Since March 2016, Sweden's municipalities have been tasked with providing accommodation for some 60,000 new arrivals to the country who had been granted asylum.

This was part of the Settlement Act, introduced as a response to the huge numbers of refugees, and although there's no official deadline written into Swedish law, most municipalities linked it to the Establishment Agreement, a two-year period during which new arrivals are entitled to free Swedish language and job preparation classes.

This means that in March next year, the first of these housing contracts will expire, raising the question of where their inhabitants – an estimated 15,000 people – will live after that deadline. The situation will be particularly difficult for those not in employment when the contract expires.

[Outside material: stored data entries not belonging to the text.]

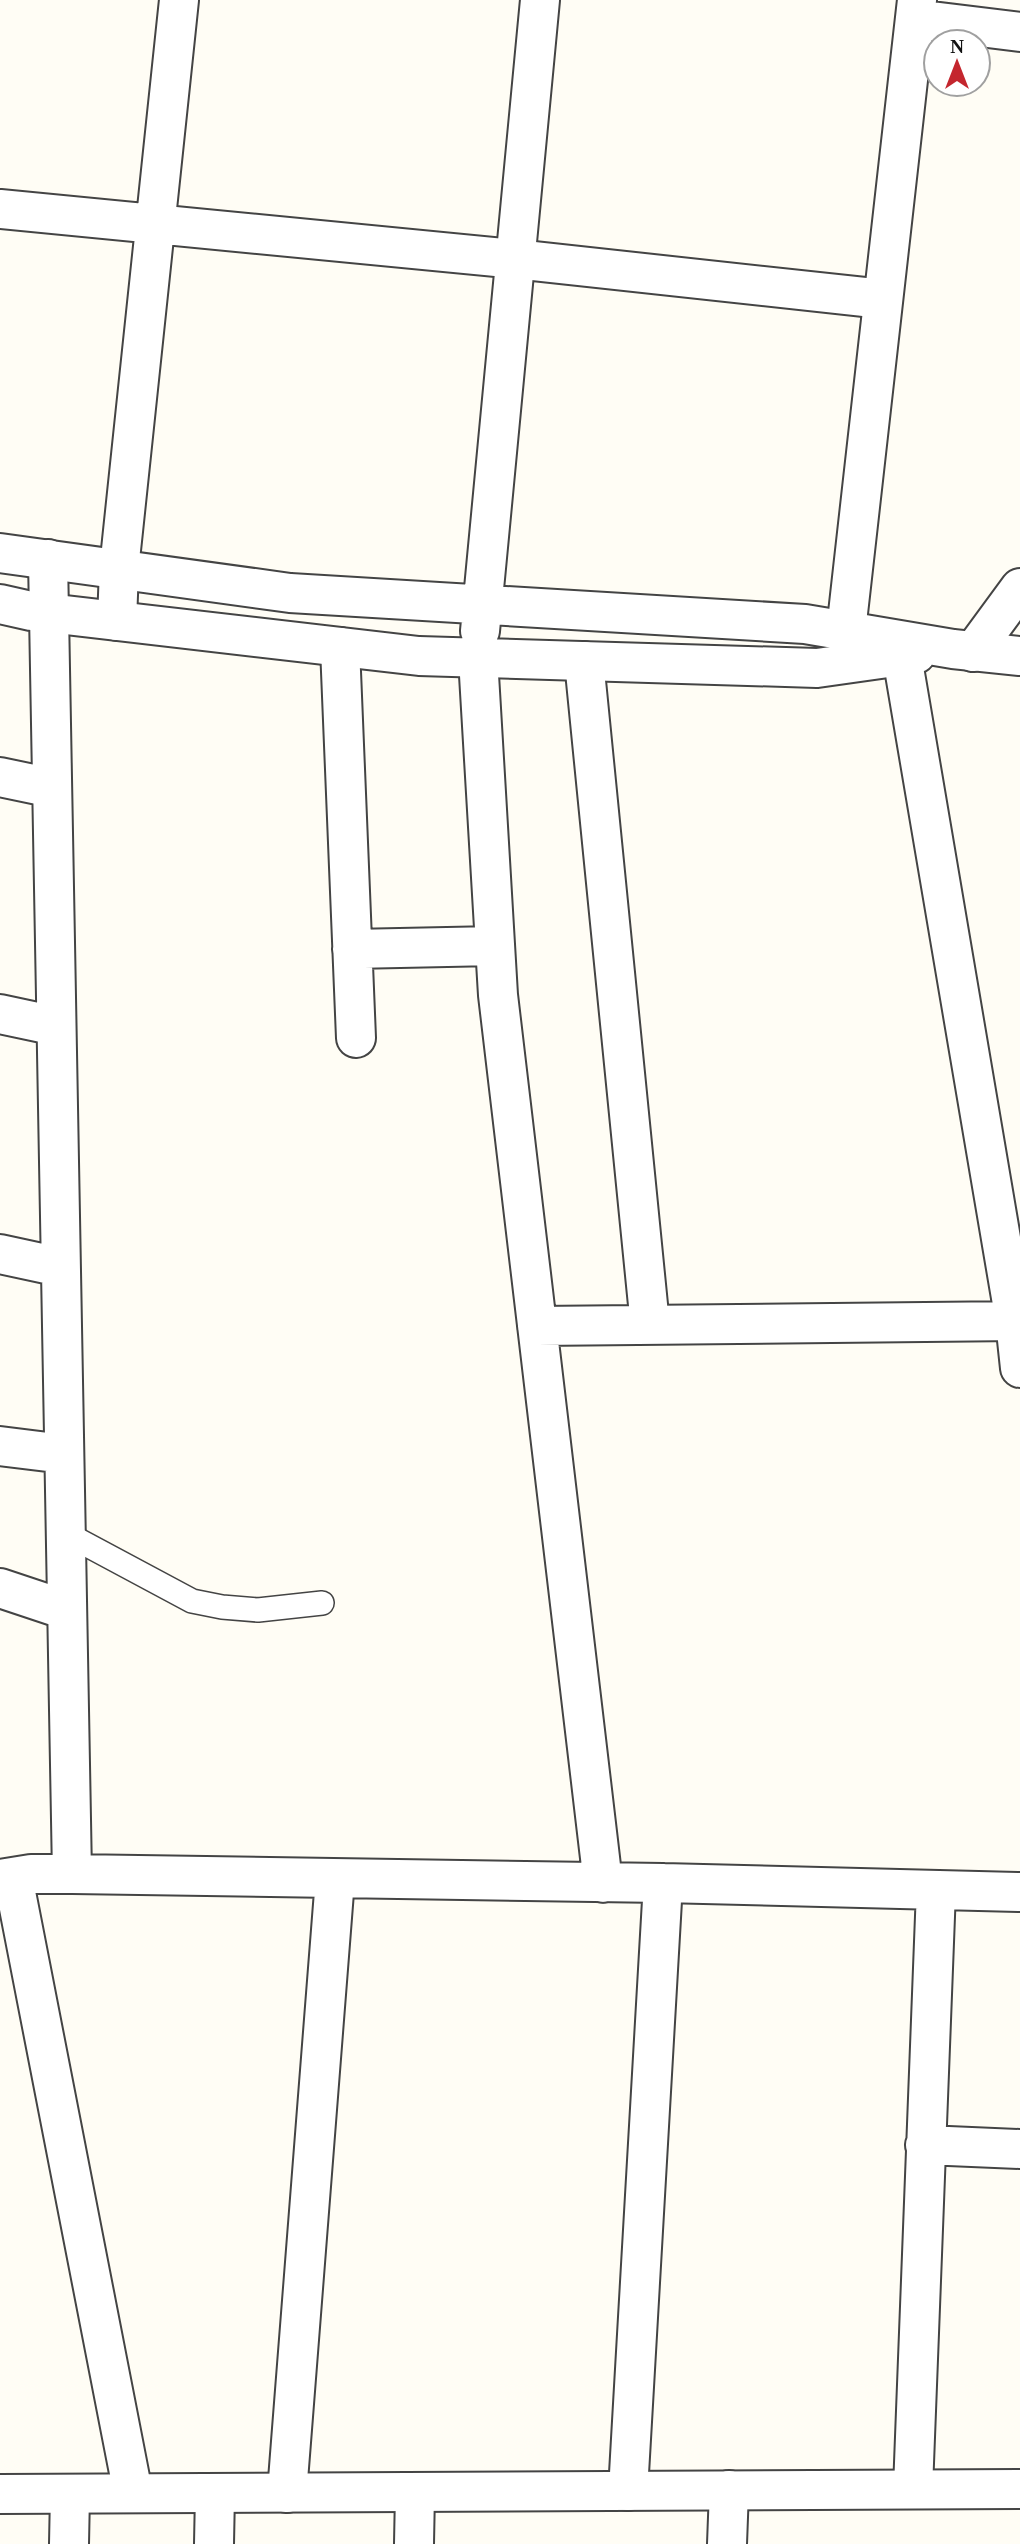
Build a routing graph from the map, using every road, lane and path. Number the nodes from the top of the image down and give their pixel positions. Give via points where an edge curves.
1 (179, 0) edge
2 (540, 0) edge
3 (916, 9) edge
4 (1020, 32) edge
5 (0, 209) edge
6 (156, 224) junction
7 (515, 259) junction
8 (883, 299) junction
9 (0, 553) edge
10 (48, 559) junction
11 (119, 569) junction
12 (1020, 588) edge
13 (0, 604) edge
14 (481, 605) junction
15 (49, 613) junction
16 (117, 621) junction
17 (846, 631) junction
18 (340, 647) junction
19 (963, 650) junction
20 (902, 656) junction
21 (1020, 656) edge
22 (478, 658) junction
23 (584, 661) junction
24 (0, 777) edge
25 (52, 788) junction
26 (495, 946) junction
27 (352, 949) junction
28 (0, 1014) edge
29 (56, 1026) junction
30 (356, 1038) dead end
31 (0, 1254) edge
32 (60, 1267) junction
33 (1017, 1321) edge
34 (650, 1325) junction
35 (537, 1326) junction
36 (1020, 1368) edge
37 (0, 1446) edge
38 (64, 1454) junction
39 (65, 1533) junction
40 (0, 1588) edge
41 (322, 1604) dead end
42 (66, 1610) junction
43 (72, 1874) junction
44 (6, 1878) edge
45 (335, 1879) junction
46 (603, 1883) junction
47 (663, 1883) junction
48 (936, 1890) junction
49 (1020, 1892) edge
50 (925, 2146) junction
51 (1020, 2149) edge
52 (913, 2489) junction
53 (1020, 2489) edge
54 (729, 2490) junction
55 (628, 2491) junction
56 (415, 2492) junction
57 (134, 2493) junction
58 (215, 2493) junction
59 (287, 2493) junction
60 (0, 2494) edge
61 (70, 2494) junction
62 (69, 2544) edge
63 (214, 2544) edge
64 (414, 2544) edge
65 (727, 2544) edge

1 - 6 street
2 - 7 street
3 - 4 street
3 - 8 street
5 - 6 street
6 - 7 street
6 - 11 street
7 - 8 street
7 - 14 street
8 - 17 street
9 - 10 street
10 - 11 street
10 - 15 street
11 - 14 street via 290,593
11 - 16 street
12 - 19 street
13 - 15 street
14 - 17 street via 805,624
14 - 22 street
15 - 16 street
15 - 25 street
16 - 18 street
17 - 19 street
18 - 22 street
18 - 27 street
19 - 20 street
19 - 21 street
20 - 23 street via 817,668
20 - 33 street
22 - 23 street
22 - 26 street
23 - 34 street
24 - 25 street
25 - 29 street
26 - 27 street
26 - 35 street
27 - 30 street
28 - 29 street
29 - 32 street
31 - 32 street
32 - 38 street
33 - 34 street
33 - 36 street
34 - 35 street
35 - 46 street
37 - 38 street
38 - 39 street
39 - 41 lane via 192,1601 258,1610
39 - 42 street
40 - 42 street
42 - 43 street
43 - 44 street
43 - 45 street
44 - 57 street
45 - 46 street
45 - 59 street
46 - 47 street
47 - 48 street
47 - 55 street
48 - 49 street
48 - 50 street
50 - 51 street
50 - 52 street
52 - 53 street
52 - 54 street
54 - 55 street
54 - 65 street
55 - 56 street
56 - 59 street
56 - 64 street
57 - 58 street
57 - 61 street
58 - 59 street
58 - 63 street
60 - 61 street
61 - 62 street

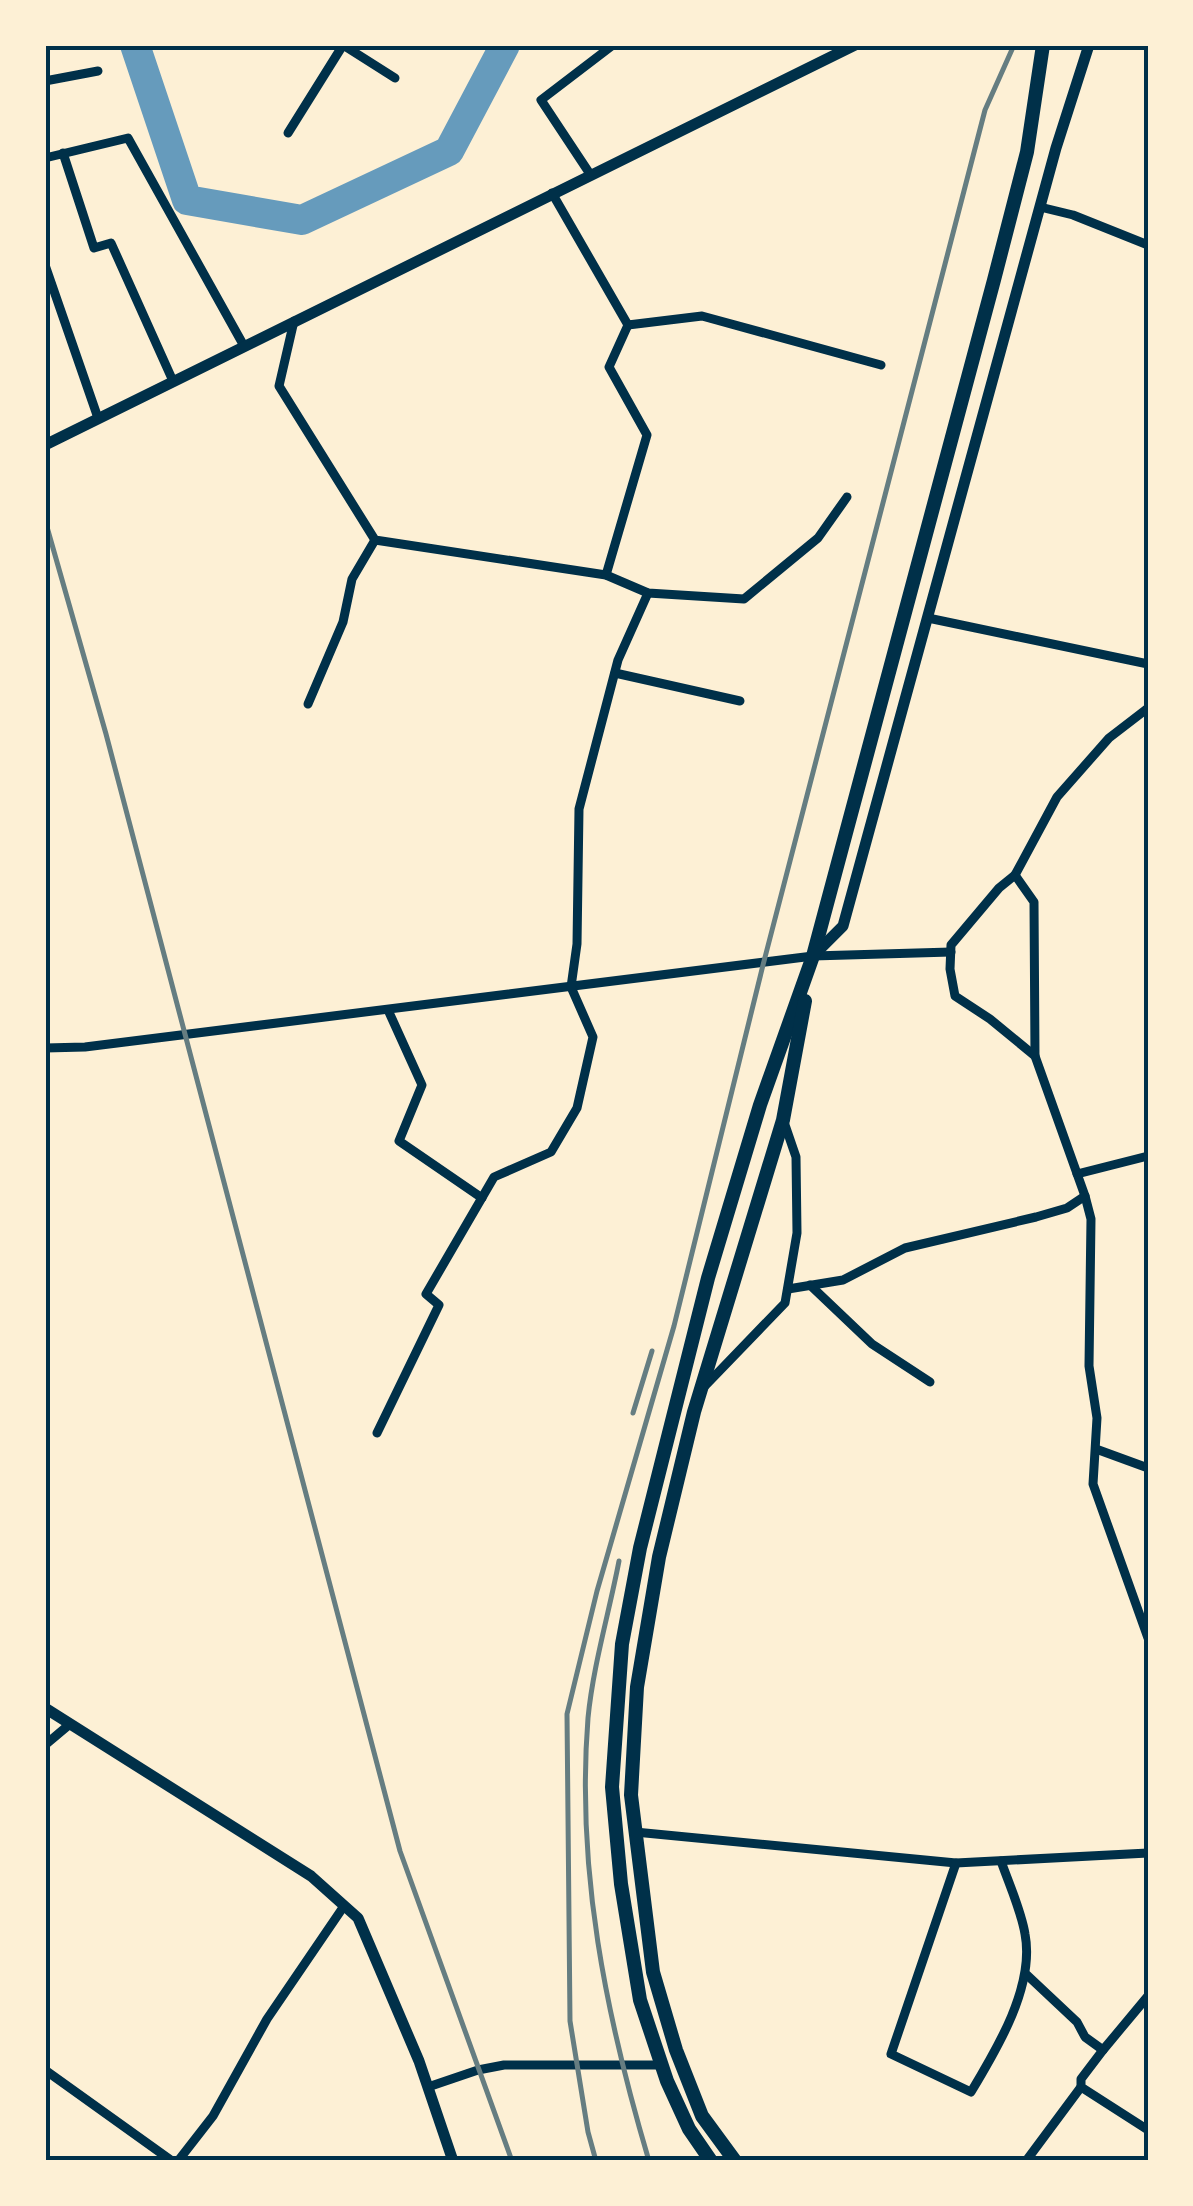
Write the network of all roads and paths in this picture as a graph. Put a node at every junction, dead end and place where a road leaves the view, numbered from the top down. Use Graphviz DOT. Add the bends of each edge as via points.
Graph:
graph roads {
  1 [pos="343,45"];
  2 [pos="613,45"];
  3 [pos="854,45"];
  4 [pos="1043,45"];
  5 [pos="1089,45"];
  6 [pos="98,72"];
  7 [pos="395,78"];
  8 [pos="45,82"];
  9 [pos="288,133"];
  10 [pos="62,154"];
  11 [pos="45,158"];
  12 [pos="590,174"];
  13 [pos="552,193"];
  14 [pos="1040,207"];
  15 [pos="1148,245"];
  16 [pos="45,265"];
  17 [pos="294,321"];
  18 [pos="628,326"];
  19 [pos="244,346"];
  20 [pos="881,365"];
  21 [pos="173,381"];
  22 [pos="98,418"];
  23 [pos="45,446"];
  24 [pos="846,497"];
  25 [pos="374,540"];
  26 [pos="606,575"];
  27 [pos="648,594"];
  28 [pos="928,618"];
  29 [pos="1148,664"];
  30 [pos="615,673"];
  31 [pos="740,701"];
  32 [pos="308,704"];
  33 [pos="1148,708"];
  34 [pos="1015,875"];
  35 [pos="951,952"];
  36 [pos="813,956"];
  37 [pos="572,987"];
  38 [pos="388,1010"];
  39 [pos="45,1048"];
  40 [pos="1035,1056"];
  41 [pos="783,1120"];
  42 [pos="1148,1156"];
  43 [pos="1077,1174"];
  44 [pos="1084,1196"];
  45 [pos="482,1198"];
  46 [pos="810,1285"];
  47 [pos="788,1289"];
  48 [pos="930,1382"];
  49 [pos="700,1392"];
  50 [pos="378,1434"];
  51 [pos="1096,1449"];
  52 [pos="1148,1468"];
  53 [pos="1148,1638"];
  54 [pos="45,1708"];
  55 [pos="70,1724"];
  56 [pos="45,1745"];
  57 [pos="635,1832"];
  58 [pos="1148,1853"];
  59 [pos="1002,1860"];
  60 [pos="956,1863"];
  61 [pos="344,1906"];
  62 [pos="1027,1975"];
  63 [pos="1148,1996"];
  64 [pos="1104,2050"];
  65 [pos="662,2065"];
  66 [pos="45,2070"];
  67 [pos="428,2087"];
  68 [pos="1081,2087"];
  69 [pos="1148,2130"];
  70 [pos="175,2161"];
  71 [pos="454,2161"];
  72 [pos="711,2161"];
  73 [pos="736,2161"];
  74 [pos="1026,2161"];
  1 -- 7 [label="street"];
  1 -- 9 [label="street"];
  2 -- 12 [label="street" via="541,100"];
  3 -- 12 [label="street"];
  4 -- 36 [label="main road" via="1027,152"];
  5 -- 14 [label="street"];
  6 -- 8 [label="street"];
  10 -- 11 [label="street"];
  10 -- 19 [label="street" via="128,138"];
  10 -- 21 [label="street" via="94,248 110,243"];
  12 -- 13 [label="street"];
  13 -- 17 [label="street"];
  13 -- 18 [label="street"];
  14 -- 15 [label="street"];
  14 -- 28 [label="street"];
  16 -- 22 [label="street"];
  17 -- 19 [label="street"];
  17 -- 25 [label="street" via="279,386"];
  18 -- 20 [label="street" via="702,316"];
  18 -- 26 [label="street" via="609,367 647,435"];
  19 -- 21 [label="street"];
  21 -- 22 [label="street"];
  22 -- 23 [label="street"];
  24 -- 27 [label="street" via="818,538 744,599"];
  25 -- 26 [label="street"];
  25 -- 32 [label="street" via="352,580 343,622"];
  26 -- 27 [label="street"];
  27 -- 30 [label="street"];
  28 -- 29 [label="street"];
  28 -- 36 [label="street" via="843,926"];
  30 -- 31 [label="street"];
  30 -- 37 [label="street" via="579,809"];
  33 -- 34 [label="street" via="1109,738 1057,797"];
  34 -- 35 [label="street"];
  34 -- 40 [label="street" via="1034,902"];
  35 -- 36 [label="street"];
  35 -- 40 [label="street" via="955,996"];
  36 -- 37 [label="street"];
  36 -- 41 [label="main road"];
  36 -- 65 [label="main road" via="708,1278 622,1644 612,1786 619,1865 640,2000"];
  37 -- 38 [label="street"];
  37 -- 45 [label="street" via="593,1037 577,1108 551,1152 494,1178"];
  38 -- 39 [label="street"];
  38 -- 45 [label="street" via="422,1085 399,1142"];
  40 -- 43 [label="street"];
  41 -- 47 [label="street" via="796,1157 797,1233"];
  41 -- 49 [label="main road"];
  42 -- 43 [label="street"];
  43 -- 44 [label="street"];
  44 -- 46 [label="street" via="1067,1208 905,1248 843,1280"];
  44 -- 51 [label="street"];
  45 -- 50 [label="street" via="426,1294 439,1304"];
  46 -- 47 [label="street"];
  46 -- 48 [label="street" via="872,1344"];
  47 -- 49 [label="street" via="785,1303"];
  49 -- 57 [label="main road" via="659,1558 637,1686"];
  51 -- 52 [label="street"];
  51 -- 53 [label="street" via="1093,1484"];
  54 -- 55 [label="street"];
  55 -- 56 [label="street"];
  55 -- 61 [label="street" via="311,1876"];
  57 -- 60 [label="street"];
  57 -- 73 [label="main road" via="653,1972 676,2050 702,2116"];
  58 -- 59 [label="street"];
  59 -- 60 [label="street"];
  59 -- 62 [label="street" via="1026,1935"];
  60 -- 62 [label="street" via="891,2054 970,2092"];
  61 -- 67 [label="street" via="358,1918 378,1958"];
  61 -- 70 [label="street" via="267,2019 214,2116"];
  62 -- 64 [label="street"];
  63 -- 64 [label="street"];
  64 -- 68 [label="street"];
  65 -- 67 [label="street" via="515,2064"];
  65 -- 72 [label="main road" via="689,2129"];
  66 -- 70 [label="street"];
  67 -- 71 [label="street"];
  68 -- 69 [label="street"];
  68 -- 74 [label="street"];
}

"My view is that all municipalities are facing the same problem. There are relatively few [new arrivals] who have managed to get their own homes," Jesper Schönberg from Haninge municipality told Sveriges Radio.

According Per-Arne Andersson, Head of the Education and Labor Department at Sweden's Municipalities and County Council (SKL), around 100,000 people will be in need of housing in 2018, including the 60,000 already covered by the Settlement Act as well as those who are moved from Migration Agency facilities this year and the next, after having asylum applications approved.

About 50 to 60 percent of the municipalities say that they are in a good position to manage the housing situation, Andersson told TT, but the others have reported "great difficulties".

The majority of Swedish municipalities were facing a housing shortage before the 2015 migration crisis, with only one municipality saying that it had a surplus of housing in 2017.